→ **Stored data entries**
^^^^^^^^^^^^^^^^
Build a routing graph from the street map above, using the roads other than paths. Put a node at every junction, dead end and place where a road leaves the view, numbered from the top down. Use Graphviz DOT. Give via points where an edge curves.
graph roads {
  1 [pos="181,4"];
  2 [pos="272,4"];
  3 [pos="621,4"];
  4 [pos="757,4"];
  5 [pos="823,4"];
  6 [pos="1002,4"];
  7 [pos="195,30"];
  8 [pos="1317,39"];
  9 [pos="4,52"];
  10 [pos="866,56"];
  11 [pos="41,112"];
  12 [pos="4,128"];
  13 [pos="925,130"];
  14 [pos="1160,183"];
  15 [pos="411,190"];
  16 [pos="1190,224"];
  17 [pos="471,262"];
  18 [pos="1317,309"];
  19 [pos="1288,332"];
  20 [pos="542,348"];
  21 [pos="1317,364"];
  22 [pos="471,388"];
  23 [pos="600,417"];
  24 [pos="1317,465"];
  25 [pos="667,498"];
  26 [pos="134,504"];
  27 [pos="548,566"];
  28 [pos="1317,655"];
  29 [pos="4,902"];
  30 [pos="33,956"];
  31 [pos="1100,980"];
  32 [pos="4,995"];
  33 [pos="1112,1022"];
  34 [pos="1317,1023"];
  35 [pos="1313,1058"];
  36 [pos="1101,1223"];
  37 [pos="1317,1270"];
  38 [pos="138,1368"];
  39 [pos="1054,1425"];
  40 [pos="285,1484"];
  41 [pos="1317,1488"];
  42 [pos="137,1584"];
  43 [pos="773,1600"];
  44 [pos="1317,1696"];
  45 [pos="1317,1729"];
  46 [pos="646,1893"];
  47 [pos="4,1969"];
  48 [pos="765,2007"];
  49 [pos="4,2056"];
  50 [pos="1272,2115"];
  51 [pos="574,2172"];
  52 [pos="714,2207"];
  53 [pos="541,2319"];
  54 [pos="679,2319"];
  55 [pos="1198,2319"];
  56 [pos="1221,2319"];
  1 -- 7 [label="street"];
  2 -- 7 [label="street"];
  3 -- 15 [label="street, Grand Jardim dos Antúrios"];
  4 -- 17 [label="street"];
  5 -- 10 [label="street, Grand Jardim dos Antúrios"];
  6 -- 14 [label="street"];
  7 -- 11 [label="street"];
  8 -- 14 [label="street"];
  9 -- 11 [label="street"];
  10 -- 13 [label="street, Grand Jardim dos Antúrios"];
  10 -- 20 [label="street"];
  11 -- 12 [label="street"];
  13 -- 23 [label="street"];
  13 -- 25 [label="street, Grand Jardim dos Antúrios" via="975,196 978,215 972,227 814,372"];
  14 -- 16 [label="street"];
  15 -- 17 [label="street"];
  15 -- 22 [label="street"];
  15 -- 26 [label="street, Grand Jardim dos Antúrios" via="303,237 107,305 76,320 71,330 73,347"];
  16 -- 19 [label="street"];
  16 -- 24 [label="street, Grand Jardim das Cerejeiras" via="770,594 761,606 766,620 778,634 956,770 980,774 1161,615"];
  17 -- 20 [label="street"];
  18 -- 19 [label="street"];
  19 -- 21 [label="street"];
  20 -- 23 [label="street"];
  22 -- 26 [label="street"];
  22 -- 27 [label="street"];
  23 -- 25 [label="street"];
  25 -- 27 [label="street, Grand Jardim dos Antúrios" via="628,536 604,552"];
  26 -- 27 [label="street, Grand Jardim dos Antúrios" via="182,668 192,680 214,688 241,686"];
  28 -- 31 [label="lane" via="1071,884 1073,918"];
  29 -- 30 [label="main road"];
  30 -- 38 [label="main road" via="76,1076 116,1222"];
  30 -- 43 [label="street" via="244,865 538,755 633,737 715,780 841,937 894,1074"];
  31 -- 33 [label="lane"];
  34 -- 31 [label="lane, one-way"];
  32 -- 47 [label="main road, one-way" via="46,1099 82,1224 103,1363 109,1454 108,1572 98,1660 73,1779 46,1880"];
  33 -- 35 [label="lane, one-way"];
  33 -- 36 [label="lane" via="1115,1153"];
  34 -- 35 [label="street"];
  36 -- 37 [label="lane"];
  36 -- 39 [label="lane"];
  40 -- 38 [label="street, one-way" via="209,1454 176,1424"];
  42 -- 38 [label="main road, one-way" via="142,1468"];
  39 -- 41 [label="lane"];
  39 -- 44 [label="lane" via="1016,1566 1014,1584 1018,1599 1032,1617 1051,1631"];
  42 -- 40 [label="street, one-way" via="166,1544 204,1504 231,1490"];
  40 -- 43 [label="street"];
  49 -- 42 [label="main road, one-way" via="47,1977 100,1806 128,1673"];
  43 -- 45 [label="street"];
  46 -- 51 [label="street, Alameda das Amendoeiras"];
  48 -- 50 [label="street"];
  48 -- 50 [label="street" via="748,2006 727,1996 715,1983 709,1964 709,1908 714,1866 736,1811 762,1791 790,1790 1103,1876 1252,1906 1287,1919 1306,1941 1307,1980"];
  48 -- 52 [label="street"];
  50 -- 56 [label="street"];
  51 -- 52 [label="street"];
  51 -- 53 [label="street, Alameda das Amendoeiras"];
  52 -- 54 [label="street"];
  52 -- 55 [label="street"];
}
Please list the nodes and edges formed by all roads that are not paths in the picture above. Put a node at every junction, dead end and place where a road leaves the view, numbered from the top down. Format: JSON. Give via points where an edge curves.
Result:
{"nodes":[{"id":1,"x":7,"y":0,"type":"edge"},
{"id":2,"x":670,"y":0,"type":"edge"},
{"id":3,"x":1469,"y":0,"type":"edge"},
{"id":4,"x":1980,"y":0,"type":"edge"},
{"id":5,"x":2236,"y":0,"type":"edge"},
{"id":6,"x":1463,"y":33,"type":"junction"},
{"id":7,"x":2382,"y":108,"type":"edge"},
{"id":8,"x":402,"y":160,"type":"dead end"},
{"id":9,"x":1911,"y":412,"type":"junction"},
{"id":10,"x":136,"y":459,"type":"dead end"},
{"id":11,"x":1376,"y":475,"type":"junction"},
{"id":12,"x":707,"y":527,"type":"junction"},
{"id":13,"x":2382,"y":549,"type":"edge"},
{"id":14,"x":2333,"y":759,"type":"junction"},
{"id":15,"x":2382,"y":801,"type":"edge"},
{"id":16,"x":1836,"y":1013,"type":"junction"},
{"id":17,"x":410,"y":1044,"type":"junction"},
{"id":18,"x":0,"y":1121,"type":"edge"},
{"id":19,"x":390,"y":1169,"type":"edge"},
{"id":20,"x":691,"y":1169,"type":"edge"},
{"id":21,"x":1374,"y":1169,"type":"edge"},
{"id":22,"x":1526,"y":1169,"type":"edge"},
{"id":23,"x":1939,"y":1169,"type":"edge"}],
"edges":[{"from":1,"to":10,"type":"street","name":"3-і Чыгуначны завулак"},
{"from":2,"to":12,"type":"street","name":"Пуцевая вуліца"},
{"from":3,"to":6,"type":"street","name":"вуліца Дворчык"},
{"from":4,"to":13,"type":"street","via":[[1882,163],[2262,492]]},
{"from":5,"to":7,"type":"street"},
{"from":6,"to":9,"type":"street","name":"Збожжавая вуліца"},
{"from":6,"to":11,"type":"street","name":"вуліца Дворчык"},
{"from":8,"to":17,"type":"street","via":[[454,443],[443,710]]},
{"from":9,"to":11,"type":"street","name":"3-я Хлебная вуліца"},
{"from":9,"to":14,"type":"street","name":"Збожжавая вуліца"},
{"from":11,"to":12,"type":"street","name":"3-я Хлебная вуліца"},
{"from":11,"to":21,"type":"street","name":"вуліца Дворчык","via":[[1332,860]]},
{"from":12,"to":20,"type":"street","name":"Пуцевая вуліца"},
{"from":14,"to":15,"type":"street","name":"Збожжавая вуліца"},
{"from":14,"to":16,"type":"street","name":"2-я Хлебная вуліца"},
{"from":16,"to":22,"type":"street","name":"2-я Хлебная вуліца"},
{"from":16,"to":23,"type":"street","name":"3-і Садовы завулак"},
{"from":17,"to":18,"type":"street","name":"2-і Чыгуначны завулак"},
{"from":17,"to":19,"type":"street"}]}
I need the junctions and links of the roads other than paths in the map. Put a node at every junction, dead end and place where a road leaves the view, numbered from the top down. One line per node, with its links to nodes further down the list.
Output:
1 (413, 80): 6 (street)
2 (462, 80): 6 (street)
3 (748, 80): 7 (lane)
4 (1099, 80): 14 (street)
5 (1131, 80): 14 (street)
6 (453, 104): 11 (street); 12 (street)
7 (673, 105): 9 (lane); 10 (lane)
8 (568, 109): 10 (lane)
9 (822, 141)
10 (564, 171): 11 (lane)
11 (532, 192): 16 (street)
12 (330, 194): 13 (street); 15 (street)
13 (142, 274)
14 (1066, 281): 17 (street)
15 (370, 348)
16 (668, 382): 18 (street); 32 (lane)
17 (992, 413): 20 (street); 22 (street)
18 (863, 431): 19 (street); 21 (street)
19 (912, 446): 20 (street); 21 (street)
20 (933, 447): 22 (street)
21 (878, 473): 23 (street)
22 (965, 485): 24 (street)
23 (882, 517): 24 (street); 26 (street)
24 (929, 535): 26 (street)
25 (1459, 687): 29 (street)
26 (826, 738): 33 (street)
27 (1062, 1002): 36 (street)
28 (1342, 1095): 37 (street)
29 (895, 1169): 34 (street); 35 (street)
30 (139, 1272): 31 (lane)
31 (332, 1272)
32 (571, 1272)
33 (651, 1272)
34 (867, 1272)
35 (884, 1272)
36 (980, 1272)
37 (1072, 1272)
^^^^^^^^^^^^^^^^
→ **Work instruction**
Only lines that contain the string "numbered" count; pick each one out of the records and copy it.

→ **Exercise response**
Build a routing graph from the street map above, using the roads other than paths. Put a node at every junction, dead end and place where a road leaves the view, numbered from the top down. Use Graphviz DOT. Give via points where an edge curves.
Please list the nodes and edges formed by all roads that are not paths in the picture above. Put a node at every junction, dead end and place where a road leaves the view, numbered from the top down. Format: JSON. Give via points where an edge curves.
I need the junctions and links of the roads other than paths in the map. Put a node at every junction, dead end and place where a road leaves the view, numbered from the top down. One line per node, with its links to nodes further down the list.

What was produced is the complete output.